Sequestrato il centro commerciale “Due Mari” che tuttavia rimarrà aperto ed attivo, affidato alla tutela della Procura

 E’ uno dei sequestri maggiori mai effettuati in Calabria, beni e conti bancari che ammontano a circa 500 milioni di euro. Una cifra impressionante. Si tratta dell’operazione Nettuno condotta dalla polizia tributaria della guarda di finanza di Catanzaro con 200 militari impegnati e diretti dalla procura della repubblica del capoluogo di regione. 

Lunghe indagini hanno verificato gli interessi di numerosi soggetti con la cosca Iannazzo di Lamezia Terme e per questo portato al sequestro di un ingentissimo patrimonio tra cui rapporti bancari, 53 terreni, 27 auto e moto e 24 complessi aziendali, tra cui il maestoso centro commerciale Due Mari, ubicato sulla strada omonima in territorio di Maida/Feroleto.

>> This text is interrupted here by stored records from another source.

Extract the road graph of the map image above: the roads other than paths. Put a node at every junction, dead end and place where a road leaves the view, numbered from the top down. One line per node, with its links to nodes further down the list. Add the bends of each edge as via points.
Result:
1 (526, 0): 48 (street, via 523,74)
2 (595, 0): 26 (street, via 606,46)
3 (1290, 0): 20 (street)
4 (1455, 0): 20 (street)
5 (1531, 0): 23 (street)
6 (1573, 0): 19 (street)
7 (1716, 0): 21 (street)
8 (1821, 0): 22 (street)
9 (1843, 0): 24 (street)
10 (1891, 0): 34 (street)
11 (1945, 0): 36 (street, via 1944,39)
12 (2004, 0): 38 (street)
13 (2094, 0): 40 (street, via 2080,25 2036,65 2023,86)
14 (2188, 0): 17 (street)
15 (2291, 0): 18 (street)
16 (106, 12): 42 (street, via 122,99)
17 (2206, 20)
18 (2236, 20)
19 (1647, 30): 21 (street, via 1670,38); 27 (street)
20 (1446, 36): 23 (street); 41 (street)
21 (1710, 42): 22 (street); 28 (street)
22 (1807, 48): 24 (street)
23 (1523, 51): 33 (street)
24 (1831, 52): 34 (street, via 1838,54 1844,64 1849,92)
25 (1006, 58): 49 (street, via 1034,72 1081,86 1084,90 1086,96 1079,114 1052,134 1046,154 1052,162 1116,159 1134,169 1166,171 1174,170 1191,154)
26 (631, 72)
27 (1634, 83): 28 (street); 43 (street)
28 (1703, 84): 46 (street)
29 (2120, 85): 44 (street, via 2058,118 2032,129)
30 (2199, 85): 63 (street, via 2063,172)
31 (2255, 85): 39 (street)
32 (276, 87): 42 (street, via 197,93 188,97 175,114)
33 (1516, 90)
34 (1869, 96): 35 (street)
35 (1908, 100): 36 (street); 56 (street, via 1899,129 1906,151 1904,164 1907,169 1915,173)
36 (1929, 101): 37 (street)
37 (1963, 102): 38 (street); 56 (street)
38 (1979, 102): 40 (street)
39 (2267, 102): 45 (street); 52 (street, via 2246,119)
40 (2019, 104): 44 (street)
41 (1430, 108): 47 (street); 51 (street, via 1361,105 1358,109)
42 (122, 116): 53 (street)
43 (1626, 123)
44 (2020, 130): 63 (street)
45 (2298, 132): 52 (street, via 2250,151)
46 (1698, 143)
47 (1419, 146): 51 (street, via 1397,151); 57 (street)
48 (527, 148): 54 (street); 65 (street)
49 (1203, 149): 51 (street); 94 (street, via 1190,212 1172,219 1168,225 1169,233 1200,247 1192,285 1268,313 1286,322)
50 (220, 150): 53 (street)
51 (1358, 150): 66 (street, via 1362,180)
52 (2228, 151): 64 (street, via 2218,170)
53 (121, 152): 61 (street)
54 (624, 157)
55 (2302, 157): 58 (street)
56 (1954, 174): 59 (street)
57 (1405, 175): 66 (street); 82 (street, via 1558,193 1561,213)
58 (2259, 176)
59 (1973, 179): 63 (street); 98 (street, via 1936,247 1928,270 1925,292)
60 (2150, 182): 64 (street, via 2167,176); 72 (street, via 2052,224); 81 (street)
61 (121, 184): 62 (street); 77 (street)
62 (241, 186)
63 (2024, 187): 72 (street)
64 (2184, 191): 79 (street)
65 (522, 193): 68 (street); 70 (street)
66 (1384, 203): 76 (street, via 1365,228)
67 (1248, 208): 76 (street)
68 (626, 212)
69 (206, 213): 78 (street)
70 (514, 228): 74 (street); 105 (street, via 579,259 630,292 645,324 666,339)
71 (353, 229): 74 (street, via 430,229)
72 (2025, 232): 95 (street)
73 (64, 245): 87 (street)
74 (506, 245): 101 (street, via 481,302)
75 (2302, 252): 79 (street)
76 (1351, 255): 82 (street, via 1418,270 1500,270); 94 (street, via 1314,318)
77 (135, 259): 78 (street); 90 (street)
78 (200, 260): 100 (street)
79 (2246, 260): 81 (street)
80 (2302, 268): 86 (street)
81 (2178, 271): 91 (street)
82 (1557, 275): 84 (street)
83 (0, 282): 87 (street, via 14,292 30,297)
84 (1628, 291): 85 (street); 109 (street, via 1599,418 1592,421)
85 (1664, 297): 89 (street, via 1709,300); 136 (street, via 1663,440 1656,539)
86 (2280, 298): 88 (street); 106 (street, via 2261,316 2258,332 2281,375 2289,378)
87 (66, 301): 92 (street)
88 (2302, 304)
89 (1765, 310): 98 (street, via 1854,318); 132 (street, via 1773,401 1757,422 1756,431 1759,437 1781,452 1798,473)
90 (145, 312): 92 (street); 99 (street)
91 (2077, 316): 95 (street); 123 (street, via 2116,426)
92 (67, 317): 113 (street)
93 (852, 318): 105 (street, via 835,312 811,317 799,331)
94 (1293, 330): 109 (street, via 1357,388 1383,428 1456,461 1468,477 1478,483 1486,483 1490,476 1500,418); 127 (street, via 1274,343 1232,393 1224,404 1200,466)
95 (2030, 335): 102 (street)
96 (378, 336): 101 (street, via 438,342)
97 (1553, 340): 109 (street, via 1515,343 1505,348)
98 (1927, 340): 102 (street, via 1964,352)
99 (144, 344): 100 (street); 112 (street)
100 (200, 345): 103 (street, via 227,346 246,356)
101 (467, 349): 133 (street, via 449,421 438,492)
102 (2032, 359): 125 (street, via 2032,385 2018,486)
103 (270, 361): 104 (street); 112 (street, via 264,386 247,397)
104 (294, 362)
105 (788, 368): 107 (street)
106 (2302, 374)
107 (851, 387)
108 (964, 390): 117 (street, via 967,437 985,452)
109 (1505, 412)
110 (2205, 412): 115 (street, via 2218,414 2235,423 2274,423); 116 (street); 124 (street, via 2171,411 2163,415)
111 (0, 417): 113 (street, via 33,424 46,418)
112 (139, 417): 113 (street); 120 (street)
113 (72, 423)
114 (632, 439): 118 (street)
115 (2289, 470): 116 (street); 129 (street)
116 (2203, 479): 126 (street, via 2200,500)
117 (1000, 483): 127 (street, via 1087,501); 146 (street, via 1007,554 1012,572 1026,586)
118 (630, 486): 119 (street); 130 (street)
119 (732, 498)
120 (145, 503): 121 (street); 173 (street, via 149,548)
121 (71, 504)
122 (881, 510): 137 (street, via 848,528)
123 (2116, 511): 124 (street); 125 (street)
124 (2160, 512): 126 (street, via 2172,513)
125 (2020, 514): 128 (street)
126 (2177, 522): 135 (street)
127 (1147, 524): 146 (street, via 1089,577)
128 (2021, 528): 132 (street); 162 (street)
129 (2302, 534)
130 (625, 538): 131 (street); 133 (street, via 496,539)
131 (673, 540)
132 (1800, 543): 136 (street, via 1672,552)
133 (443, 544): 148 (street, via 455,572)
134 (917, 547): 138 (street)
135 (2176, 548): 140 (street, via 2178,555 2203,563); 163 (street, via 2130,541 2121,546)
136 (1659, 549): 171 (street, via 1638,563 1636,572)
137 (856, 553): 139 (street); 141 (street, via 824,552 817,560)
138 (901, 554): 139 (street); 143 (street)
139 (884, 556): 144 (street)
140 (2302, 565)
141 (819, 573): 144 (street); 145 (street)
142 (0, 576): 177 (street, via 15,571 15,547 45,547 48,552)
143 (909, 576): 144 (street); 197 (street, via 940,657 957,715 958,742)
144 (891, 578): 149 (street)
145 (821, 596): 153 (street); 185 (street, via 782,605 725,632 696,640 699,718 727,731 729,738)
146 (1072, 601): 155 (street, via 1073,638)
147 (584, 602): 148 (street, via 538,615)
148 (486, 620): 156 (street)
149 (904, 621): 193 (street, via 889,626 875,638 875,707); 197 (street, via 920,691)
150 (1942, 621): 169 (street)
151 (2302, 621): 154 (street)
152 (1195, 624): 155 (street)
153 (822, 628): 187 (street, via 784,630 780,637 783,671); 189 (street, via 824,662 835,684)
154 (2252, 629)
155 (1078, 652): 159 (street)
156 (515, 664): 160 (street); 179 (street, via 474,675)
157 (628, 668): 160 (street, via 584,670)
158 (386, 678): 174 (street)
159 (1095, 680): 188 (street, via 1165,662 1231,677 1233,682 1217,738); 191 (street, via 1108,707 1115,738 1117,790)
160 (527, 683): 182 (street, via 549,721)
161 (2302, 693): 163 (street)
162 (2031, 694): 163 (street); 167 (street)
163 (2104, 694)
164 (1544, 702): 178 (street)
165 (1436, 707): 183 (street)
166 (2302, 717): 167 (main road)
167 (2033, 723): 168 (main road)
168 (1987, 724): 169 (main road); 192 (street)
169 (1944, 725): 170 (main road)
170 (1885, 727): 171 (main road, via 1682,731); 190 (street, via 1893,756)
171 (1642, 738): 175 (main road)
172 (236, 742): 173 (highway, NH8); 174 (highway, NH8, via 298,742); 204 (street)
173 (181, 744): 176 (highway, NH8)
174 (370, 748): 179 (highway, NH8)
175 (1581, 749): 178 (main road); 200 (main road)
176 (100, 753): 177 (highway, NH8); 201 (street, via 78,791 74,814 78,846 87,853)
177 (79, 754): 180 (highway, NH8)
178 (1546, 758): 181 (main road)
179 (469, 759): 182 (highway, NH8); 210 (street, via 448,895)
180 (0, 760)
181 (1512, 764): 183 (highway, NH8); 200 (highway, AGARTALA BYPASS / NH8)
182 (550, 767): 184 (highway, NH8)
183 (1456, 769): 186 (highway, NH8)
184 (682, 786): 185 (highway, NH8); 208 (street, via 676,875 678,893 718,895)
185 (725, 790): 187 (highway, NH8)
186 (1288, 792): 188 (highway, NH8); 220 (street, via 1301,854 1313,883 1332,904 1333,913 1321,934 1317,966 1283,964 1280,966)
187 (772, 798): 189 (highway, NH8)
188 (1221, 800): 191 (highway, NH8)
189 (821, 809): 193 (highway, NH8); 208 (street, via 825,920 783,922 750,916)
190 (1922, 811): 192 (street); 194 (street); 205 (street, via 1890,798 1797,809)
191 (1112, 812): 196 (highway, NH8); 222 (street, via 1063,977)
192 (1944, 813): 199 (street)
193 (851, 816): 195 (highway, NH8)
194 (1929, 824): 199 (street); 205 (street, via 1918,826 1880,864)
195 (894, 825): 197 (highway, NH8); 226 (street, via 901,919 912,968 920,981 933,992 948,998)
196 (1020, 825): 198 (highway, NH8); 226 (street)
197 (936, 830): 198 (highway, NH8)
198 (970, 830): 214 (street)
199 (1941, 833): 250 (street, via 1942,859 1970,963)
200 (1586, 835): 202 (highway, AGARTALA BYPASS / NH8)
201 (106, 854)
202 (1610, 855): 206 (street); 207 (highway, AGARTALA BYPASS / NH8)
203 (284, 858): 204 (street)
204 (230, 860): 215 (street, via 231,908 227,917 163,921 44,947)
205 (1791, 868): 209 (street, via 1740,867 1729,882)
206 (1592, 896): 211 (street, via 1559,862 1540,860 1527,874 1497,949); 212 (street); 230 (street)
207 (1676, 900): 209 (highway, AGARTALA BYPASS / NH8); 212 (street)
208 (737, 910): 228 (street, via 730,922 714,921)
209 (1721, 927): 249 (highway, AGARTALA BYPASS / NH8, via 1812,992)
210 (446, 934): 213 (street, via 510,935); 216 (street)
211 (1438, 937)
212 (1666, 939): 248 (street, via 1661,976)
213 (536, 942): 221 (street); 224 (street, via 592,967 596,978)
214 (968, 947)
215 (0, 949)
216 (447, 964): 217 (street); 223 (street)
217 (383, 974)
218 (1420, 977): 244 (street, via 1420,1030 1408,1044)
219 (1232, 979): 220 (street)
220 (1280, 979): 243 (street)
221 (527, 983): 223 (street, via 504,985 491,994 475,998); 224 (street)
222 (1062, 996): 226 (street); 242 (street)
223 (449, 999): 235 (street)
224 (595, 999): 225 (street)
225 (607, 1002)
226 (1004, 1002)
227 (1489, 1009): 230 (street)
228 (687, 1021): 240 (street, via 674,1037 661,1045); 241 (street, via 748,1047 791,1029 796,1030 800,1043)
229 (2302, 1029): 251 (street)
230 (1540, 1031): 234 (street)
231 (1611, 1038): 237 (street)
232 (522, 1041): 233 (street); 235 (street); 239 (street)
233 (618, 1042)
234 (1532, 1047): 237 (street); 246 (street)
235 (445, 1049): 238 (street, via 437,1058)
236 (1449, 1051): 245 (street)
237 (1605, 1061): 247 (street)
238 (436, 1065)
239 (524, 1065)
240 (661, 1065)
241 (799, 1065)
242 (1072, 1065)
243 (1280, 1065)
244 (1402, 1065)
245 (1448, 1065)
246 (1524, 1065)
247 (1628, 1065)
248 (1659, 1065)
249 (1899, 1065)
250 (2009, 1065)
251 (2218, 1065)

Un polo economico-occupazionale che le autorità inquirenti specificano non subirà conseguenze di carattere pratico.
Gli altri beni interessati dai provvedimenti di sequestro preventivo sono ubicati anche nelle province di Vibo, cosenza e Reggio calabria. Ognuno di essi è risultato essere nelle disponibilità dirette o indirette della stessa cosca. L’indagine, che parte dall’operazione Andromeda del 2015, ha consentito di procedere ad ulteriori sequestri relativi alla grande distribuzione alimentare e riconducibili al titolare dei Due Mari, Franco Perri, uno dei maggiori imprenditori del settore a livello regionale.